It varies from person-to-person, but there’s nothing evidently “wrong” about getting less out of something you used to do.
This is a good point. Of course, I would now say “imperfect” as opposed to “fallen” in my view. Perhaps these reasons are why we seek new experiences and personal growth while seeking to retain emotional and psychological stability, and maybe this is why you mention it?
I had not really thought of it quite this way, but I hope that the reasons for not doing so will soon become apparent. It is difficult at times to try to put into words exactly the thoughts that occur in the mind, especially when one is undergoing an emotionally stressful and intellectually challenging series of experiences. So it is difficult to explain exactly why I would sense something wrong and seek to remedy it, and why my primary concern would be in self-correction over trying to correct or change my environment.
Looking back on this in hindsight, I can see a little more clearly that it was not my self that was in error, or my environment, but that I was changing inside (hardly an overnight change as you seem to indicate later and perhaps I mistakenly implied somewhere in my writing). I will have to give that some thought and if I am interested enough, I may blog about it in a future post, but I do not have anything intelligible to write about it for now, and for now, it is less relevant to your entire post overall.
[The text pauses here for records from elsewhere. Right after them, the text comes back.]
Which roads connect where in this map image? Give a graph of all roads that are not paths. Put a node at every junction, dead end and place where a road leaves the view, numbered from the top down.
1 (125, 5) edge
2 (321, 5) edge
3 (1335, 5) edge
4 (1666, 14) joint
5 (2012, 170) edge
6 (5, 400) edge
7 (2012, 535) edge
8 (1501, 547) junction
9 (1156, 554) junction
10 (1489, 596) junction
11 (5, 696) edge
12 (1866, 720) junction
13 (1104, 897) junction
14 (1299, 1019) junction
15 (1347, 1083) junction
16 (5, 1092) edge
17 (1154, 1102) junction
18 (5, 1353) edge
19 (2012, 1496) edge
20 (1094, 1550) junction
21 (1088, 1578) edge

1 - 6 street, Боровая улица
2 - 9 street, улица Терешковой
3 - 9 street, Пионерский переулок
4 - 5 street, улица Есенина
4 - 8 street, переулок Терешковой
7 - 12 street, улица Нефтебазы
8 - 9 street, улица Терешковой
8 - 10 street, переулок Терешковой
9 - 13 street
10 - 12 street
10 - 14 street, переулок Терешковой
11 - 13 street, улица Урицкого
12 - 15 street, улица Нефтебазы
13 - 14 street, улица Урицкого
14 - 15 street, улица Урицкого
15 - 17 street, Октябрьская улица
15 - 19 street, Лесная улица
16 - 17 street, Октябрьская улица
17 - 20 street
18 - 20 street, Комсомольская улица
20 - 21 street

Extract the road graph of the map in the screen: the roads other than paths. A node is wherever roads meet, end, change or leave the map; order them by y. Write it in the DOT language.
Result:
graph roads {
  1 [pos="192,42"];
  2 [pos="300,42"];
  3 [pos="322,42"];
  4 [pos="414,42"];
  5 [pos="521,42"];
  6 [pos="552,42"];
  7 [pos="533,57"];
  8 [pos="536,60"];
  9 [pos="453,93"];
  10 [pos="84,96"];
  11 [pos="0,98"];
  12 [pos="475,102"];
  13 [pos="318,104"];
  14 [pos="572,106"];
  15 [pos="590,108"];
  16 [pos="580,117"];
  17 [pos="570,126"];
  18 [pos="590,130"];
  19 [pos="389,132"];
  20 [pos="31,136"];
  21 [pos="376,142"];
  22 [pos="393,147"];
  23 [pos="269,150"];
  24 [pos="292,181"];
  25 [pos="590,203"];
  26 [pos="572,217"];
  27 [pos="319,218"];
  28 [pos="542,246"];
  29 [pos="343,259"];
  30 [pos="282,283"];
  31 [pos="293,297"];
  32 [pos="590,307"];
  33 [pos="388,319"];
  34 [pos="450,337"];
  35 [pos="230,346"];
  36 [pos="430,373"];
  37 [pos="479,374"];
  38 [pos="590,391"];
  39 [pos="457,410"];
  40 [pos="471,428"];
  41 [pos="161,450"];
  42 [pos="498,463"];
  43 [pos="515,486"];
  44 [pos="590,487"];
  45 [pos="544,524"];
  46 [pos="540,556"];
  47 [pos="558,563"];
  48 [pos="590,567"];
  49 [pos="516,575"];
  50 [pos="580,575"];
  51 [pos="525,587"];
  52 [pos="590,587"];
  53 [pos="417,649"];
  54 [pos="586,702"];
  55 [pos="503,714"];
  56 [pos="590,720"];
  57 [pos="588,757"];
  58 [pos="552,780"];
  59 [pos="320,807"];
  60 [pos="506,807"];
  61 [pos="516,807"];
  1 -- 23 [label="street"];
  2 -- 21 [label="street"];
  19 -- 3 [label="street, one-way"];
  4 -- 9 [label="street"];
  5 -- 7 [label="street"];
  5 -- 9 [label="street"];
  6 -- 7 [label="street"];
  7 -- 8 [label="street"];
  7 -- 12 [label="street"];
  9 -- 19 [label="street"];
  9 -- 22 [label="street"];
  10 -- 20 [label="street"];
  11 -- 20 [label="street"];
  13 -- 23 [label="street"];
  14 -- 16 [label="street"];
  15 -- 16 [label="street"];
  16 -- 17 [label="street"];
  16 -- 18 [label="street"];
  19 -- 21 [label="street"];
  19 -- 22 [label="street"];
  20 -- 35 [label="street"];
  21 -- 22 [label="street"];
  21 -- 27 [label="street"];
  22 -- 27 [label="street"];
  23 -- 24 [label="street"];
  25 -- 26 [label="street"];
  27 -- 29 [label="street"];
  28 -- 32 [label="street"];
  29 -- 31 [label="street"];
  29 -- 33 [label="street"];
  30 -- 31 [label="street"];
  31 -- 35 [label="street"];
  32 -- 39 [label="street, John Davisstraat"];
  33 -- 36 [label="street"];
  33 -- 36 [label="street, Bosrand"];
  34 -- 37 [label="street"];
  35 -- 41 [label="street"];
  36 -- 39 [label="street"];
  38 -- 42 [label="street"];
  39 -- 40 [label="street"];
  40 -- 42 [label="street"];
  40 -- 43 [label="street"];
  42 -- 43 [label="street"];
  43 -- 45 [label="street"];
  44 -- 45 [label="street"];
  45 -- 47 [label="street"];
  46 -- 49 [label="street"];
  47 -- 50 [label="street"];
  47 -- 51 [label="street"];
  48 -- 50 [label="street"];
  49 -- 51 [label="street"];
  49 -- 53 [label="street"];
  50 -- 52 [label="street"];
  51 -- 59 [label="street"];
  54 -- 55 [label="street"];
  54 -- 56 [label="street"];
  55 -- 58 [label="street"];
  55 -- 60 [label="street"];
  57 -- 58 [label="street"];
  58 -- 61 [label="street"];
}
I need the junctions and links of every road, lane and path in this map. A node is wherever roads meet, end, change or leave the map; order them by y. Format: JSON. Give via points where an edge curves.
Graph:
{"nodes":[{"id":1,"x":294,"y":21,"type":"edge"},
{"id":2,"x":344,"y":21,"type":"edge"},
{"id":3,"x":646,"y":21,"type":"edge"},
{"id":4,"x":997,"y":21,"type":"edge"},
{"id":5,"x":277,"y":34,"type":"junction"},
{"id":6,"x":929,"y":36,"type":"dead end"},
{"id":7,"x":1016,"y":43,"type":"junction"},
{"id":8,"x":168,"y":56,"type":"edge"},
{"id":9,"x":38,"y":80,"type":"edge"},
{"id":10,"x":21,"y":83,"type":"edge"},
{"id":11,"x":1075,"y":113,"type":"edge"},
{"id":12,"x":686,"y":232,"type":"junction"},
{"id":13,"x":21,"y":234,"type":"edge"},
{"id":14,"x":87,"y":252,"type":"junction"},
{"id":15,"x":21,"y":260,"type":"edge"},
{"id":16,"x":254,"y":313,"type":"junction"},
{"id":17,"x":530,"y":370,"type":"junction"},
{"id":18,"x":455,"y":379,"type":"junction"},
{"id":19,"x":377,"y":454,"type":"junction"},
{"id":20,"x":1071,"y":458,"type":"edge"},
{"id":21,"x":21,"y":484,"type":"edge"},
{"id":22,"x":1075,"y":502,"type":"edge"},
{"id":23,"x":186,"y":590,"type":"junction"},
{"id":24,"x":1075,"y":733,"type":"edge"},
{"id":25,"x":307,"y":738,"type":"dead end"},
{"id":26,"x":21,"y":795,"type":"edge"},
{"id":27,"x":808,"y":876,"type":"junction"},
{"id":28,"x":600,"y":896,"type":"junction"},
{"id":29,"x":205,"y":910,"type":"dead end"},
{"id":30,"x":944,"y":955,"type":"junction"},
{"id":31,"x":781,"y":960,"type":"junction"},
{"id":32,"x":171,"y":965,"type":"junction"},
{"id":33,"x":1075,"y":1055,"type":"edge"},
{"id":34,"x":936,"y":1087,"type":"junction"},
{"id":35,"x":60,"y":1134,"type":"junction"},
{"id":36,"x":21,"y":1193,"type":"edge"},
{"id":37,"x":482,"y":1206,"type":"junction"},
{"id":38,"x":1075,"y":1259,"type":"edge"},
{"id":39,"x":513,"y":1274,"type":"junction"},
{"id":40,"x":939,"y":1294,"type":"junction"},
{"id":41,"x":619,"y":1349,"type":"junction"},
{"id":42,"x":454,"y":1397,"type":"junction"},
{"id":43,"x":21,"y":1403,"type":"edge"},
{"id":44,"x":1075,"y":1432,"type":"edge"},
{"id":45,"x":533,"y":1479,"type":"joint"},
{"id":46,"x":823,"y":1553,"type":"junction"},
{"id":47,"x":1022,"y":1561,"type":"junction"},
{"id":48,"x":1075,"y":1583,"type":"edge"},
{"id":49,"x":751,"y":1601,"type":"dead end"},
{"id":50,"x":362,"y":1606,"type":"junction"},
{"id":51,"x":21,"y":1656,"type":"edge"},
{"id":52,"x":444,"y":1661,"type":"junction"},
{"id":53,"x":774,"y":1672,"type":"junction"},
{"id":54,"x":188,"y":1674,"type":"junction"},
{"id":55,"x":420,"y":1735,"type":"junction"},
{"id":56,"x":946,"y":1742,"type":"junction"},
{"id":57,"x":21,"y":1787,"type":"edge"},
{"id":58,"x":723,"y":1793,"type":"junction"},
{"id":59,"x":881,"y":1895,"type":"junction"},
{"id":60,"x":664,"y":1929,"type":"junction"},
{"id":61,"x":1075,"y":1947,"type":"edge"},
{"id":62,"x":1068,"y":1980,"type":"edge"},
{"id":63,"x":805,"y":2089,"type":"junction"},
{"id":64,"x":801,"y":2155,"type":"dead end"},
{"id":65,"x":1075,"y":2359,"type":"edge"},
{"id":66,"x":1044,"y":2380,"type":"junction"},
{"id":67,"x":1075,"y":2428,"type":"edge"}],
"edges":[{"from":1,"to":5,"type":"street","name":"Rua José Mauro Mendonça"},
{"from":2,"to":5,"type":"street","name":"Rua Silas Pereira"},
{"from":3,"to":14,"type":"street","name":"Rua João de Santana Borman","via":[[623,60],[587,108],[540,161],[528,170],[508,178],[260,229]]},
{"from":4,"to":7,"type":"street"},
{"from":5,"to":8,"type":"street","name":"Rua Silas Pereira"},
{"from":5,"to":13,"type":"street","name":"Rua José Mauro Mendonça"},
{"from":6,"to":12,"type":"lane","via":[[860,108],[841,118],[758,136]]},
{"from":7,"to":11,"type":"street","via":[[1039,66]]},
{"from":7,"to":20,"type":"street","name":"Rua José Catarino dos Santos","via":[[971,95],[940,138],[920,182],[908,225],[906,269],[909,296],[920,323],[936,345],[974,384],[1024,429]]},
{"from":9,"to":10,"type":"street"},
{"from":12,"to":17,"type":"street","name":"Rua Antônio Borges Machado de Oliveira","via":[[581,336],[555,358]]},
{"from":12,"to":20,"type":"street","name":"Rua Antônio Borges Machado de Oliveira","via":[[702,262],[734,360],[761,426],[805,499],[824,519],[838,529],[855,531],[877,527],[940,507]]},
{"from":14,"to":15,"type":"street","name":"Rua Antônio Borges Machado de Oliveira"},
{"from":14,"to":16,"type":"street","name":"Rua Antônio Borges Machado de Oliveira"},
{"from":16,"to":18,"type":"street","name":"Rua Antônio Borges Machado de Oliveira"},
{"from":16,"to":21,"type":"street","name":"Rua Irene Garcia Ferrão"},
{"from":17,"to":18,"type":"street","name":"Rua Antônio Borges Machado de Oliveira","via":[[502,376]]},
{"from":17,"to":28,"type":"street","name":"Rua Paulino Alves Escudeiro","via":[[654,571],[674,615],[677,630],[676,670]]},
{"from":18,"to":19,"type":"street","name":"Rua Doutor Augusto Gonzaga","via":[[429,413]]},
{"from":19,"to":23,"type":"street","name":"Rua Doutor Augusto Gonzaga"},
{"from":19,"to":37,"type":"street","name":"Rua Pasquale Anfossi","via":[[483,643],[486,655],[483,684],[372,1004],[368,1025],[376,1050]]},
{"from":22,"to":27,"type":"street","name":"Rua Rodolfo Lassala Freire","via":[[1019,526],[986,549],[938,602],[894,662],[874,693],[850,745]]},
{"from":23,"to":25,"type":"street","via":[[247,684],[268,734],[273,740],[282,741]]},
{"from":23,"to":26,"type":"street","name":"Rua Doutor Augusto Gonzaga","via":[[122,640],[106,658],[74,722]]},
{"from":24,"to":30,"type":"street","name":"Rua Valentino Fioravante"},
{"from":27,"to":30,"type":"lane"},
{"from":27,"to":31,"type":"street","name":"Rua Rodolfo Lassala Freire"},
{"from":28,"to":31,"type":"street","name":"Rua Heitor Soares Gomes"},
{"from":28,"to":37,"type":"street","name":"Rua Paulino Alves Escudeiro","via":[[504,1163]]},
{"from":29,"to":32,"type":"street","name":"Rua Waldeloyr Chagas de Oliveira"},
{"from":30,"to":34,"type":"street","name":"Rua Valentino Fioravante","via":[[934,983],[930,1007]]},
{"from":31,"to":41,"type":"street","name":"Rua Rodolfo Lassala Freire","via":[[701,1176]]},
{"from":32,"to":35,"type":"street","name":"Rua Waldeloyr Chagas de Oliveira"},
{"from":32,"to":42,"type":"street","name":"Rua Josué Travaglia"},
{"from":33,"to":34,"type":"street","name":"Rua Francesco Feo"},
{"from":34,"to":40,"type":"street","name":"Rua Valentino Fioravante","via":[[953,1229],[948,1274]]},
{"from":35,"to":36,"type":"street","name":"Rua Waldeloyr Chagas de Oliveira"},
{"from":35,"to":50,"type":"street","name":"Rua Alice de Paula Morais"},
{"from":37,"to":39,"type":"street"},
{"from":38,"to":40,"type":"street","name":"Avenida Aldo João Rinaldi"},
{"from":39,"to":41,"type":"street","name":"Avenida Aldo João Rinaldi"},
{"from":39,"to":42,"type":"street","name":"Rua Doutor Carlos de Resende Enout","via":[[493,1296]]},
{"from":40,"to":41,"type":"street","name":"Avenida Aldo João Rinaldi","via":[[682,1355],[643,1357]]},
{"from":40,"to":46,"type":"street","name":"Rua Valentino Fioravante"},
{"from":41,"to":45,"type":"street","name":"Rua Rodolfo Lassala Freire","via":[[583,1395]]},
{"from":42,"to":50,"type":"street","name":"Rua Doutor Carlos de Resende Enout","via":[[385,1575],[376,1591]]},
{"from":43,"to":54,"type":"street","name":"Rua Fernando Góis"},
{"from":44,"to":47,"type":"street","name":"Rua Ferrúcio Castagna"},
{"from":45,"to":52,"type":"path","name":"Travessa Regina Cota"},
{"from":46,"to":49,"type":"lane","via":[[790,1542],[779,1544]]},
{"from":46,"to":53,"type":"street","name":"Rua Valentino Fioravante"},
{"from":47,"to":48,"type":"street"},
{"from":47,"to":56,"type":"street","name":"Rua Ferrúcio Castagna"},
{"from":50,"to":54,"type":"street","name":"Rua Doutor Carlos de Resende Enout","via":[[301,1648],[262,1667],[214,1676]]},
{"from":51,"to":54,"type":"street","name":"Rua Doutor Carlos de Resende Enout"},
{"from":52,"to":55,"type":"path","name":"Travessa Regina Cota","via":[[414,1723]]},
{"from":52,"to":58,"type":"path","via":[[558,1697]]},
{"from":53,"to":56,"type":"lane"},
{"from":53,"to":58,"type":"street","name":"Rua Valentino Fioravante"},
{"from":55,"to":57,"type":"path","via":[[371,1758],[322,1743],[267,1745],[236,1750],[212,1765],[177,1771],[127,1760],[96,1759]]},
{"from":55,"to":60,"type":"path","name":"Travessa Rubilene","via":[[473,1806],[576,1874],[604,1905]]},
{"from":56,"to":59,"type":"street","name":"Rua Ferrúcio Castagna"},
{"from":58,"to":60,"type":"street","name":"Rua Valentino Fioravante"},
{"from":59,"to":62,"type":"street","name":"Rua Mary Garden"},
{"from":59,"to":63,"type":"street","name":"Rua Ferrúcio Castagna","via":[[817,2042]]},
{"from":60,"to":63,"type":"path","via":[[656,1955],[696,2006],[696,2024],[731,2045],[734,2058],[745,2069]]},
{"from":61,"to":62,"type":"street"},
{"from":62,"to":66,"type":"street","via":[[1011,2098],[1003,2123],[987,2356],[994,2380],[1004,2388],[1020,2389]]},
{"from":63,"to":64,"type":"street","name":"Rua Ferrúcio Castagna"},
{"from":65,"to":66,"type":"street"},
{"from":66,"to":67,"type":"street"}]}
I do want to say this, however. If, instead of an “ex-testimony” if you will, or a “testimony” about leaving the faith, if instead it was a testimony of an individual coming to the faith of Christianity, I strongly suspect that what I wrote would be interpreted far differently, if not by you, then by others. Most likely it would be seen as a case of divinely-inspired discontent eventually leading to Christian faith by the unseen ministerial workings of the always invisible Holy Spirit. But because it is a “deconversion” testimony, the natural subjective personal account can be and probably is interpreted differently, but in order to defend Christianity. I suppose that is understandable, but it is hardly justified in and of itself.
Me:
I tried to justify my feelings by saying, God just didn’t move today.
Steve:
Once again, I think this labors under the false assumption that you had to justify your feelings. You mistakenly identify something as a problem. You then go in search of solutions. If the solutions fail, you give up.
But if you misdiagnose the situation, then the solution is bound to fail. You need to go back and question your operating assumption.
Every deconversion account of leaving the Christian faith is a general threat to the religion, so Christianity must be defended at all costs by apologists, by seeking to find some fault or unjustified reasoning in the one defecting. Most of these threats are easily dealt with by believers and explained to their own satisfaction so that the Christian faith itself is justified defensibly and the person defecting is understood to be in error. This is what you basically do here, in questioning the accuracy of my perception of events and by gently asserting the possibility of error in my judgment, though in a friendly manner I do appreciate, in order to defend Christianity. However, your advice is otherwise sound and you make good points here.
Me:
Then I started wondering if I was praying enough. I prayed more. Then I started wondering, is there unconfessed sin in my life? None that I could think of.
Steve:
This is all predicated on the initial assumption that something must be wrong, something you must justify, if you get less and less out of church.
Consider it this way: how much did ancient Jews get out of attending synagogue? Don’t you suppose that was a fairly humdrum affair?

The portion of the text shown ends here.